La vaca le pareció una buena idea. El Chino —se dijo— tendría vaca al menos. Le hablaría bajo las estrellas y mirarían juntos la Cruz del Sur. Las reses escuchan y callan mientras aguardan a que las destacen y las asen en el quincho. Las reses nada dicen si uno, en un descuido, vuelve tomado a la casa y con la lengua de trapo.
El Chino, con su misión en la vida, fue otro hombre. Gastó los pocos guaraníes en una cuerda y empezó a colgarse todos los días. Además, pendiendo del cuello, se sentía muy hombre. Se le abultaba la hombría y le hacía cosquillas pidiendo entrar en la muerte. Más que la mujer sargento.
Cuando el alma se le iba y todo él era un vahído, soltaba y se quedaba echado, pensando, mientras veía estrellas falsas, luceros negros y blancos que sólo bailaban en sus ojos sin sangre y torbellinos del fuego del infierno.
Cuando estuvo listo, entrenado para concurso de vida o muerte, volvió a la hacienda española. Hurtado a los ojos, dio con la vaca. La misma. Ni era bella ni era fea, pero la había elegido el Chino para librarla del quincho.
Lo colgaron otra vez. Los hombres eran muy hombres además de tener buena vista y hacían las cosas rápidas para después sentarse, echando un cigarro, a ver lo que pasaba. Además, sabían que el Chino aguantaba la soga como nadie.
Esta vez el español tardó más. Una hija que pasaba a caballo lo avisó y de nuevo bajaron al cuatrero tozudo, justo cuando veía todos los luceros del universo y una Cruz del Sur muy grande que lo llamaba a los cielos negros.
—¿Cómo te llamas? —dijo el español, admirado.
—Chino.
—¿Y por qué quieres esa vaca?
—No tengo mujer. —respondió, convencido que explicaba suficiente.
—Ya.
El español, lejos de su tierra, procuraba no meterse en la psicología del Alto Paraná. Le bastó con saber que el Chino no tenía mujer y se obstinaba en robarle una vaca. Una sola. La misma. Nadie sabe lo que son los amores a primera vista en la llanura.
—Toma mil guaraníes. —dijo. Era hombre bueno y admirado que veía el corazón del Chino y se imaginaba que era desgraciado porque lo veía pequeño, solo y con el cuello irritado.

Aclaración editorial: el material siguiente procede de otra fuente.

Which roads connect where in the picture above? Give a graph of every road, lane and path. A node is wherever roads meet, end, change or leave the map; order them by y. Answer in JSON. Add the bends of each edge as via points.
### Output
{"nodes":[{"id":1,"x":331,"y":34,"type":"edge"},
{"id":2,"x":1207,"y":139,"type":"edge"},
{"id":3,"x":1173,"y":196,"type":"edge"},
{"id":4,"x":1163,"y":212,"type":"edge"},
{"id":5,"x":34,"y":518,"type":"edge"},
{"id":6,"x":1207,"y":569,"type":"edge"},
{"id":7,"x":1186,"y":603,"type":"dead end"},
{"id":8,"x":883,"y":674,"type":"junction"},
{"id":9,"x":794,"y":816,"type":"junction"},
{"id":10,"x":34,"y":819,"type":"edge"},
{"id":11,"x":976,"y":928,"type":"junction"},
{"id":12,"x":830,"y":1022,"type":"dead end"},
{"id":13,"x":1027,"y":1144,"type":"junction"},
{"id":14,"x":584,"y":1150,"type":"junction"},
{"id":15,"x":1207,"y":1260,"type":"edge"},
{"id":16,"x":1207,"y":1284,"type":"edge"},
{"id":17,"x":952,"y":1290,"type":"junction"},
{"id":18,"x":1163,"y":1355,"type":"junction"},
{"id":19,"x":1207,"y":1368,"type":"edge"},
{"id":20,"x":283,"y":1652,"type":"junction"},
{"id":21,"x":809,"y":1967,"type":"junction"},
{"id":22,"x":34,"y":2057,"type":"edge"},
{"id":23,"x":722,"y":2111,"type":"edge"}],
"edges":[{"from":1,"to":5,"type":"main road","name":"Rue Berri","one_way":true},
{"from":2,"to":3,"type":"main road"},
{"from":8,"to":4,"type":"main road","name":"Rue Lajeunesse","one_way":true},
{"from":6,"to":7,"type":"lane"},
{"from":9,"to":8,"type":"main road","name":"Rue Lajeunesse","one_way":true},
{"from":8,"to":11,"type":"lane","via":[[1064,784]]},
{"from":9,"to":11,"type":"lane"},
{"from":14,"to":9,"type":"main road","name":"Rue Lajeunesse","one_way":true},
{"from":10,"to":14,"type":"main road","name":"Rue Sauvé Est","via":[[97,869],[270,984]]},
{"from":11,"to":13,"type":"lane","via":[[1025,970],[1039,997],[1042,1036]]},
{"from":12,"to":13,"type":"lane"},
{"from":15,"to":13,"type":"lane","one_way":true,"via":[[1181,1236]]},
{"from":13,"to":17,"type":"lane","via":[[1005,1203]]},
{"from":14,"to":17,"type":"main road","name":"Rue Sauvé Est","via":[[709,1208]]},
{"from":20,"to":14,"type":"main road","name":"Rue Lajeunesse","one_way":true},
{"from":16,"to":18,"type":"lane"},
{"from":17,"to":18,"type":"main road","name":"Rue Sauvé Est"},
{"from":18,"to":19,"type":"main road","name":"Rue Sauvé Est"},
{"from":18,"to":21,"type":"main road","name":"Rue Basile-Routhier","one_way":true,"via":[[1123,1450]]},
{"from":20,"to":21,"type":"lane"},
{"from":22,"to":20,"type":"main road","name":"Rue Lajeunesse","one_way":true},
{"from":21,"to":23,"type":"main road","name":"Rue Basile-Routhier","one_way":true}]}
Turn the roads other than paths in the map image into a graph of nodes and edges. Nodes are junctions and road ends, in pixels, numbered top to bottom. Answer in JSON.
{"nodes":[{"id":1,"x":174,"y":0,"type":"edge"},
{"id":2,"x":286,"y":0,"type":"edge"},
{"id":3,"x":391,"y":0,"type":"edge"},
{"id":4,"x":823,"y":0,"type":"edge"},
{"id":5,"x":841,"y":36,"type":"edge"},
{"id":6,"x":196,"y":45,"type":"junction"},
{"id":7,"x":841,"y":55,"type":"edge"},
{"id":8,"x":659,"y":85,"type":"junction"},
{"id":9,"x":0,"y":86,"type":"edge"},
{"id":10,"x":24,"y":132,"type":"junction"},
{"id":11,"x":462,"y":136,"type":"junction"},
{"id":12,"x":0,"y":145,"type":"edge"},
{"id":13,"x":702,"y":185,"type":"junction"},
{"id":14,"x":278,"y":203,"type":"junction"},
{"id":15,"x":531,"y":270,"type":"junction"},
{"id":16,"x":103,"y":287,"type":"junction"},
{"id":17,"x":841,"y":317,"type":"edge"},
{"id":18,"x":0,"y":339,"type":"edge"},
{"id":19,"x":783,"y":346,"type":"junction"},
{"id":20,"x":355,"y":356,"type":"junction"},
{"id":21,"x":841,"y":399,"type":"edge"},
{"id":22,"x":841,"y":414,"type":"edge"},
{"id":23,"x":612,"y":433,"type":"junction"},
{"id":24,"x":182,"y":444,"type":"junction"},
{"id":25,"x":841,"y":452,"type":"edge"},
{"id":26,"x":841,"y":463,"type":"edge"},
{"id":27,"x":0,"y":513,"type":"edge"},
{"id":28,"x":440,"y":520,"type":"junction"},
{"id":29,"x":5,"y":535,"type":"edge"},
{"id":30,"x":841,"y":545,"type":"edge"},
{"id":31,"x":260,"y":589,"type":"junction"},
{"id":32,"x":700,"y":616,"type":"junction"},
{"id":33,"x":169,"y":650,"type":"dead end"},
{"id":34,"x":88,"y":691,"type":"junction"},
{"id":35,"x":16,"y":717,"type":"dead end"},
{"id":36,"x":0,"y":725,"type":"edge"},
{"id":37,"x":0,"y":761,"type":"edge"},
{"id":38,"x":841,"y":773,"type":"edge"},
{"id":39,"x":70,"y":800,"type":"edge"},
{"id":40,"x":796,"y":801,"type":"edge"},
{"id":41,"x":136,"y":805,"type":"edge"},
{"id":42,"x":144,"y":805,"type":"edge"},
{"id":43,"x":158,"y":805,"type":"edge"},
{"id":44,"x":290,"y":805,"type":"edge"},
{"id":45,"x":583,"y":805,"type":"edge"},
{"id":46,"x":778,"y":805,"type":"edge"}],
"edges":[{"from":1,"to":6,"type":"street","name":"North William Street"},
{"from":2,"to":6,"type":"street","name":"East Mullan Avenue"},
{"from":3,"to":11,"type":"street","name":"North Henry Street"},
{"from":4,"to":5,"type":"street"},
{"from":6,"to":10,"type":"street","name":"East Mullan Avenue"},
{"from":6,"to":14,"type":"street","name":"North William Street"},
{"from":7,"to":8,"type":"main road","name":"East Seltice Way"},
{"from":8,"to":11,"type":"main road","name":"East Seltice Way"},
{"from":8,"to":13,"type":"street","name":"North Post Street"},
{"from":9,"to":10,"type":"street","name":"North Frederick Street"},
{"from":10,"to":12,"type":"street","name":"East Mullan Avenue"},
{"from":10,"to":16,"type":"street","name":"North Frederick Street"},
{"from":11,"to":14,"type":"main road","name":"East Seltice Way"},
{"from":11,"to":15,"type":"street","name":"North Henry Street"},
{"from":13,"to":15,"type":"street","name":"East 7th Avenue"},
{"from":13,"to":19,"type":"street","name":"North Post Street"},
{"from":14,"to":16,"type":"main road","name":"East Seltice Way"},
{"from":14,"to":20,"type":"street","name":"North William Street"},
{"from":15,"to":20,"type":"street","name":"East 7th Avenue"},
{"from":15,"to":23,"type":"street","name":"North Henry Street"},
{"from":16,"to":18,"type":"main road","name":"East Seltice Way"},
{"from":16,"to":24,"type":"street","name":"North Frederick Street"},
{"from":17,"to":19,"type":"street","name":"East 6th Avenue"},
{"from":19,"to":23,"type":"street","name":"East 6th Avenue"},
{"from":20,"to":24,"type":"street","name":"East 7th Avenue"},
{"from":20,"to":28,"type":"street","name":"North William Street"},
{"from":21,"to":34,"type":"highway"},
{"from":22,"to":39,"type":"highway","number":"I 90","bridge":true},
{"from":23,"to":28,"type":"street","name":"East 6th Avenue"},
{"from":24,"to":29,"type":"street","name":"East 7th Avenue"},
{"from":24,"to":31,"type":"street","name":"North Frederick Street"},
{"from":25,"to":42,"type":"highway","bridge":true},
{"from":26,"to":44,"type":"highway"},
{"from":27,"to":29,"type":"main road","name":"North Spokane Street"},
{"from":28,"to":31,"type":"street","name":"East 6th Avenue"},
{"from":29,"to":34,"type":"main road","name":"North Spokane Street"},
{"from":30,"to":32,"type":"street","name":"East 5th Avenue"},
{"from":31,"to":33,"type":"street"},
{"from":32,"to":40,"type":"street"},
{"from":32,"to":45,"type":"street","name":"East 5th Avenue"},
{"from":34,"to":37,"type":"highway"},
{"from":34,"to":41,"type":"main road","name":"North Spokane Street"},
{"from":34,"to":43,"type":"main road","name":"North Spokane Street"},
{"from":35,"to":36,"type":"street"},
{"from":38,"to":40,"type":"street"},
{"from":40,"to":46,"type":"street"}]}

Se equivocaba: el Chino no era nada salvo una idea tozuda: la vaca. No sabía por qué, pero sentía que debía llevársela y correr con ella aquel mundo difícil que no valía la pena entender.
Siguió colgándose y asomándose al universo mientras toda la sangre hirviente le bajaba a las ingles. Luego soltaba, caía y meditaba. Veía círculos y espirales, bolas de fuego y plumas de ángel, y le gustaba. Muerte en Cinemascope.
A la tercera lo colgaron sin mala fe, sólo para ver como aguantaba. Tenía la habilidad de tensar el cuello y no menearse. Quizá ni respiraba. Se estaba a plomo y aguardaba, porque sabía que no podía pasarle nada ahora que tenía una misión.
—¡Coño con el Chino! —suspiró el español cuando lo bajaron muy rojo y quieto.— ¿La misma vaca?
—Sí, patrón. Hay amores que matan. Bueno, que matarían si éste no fuese así como es.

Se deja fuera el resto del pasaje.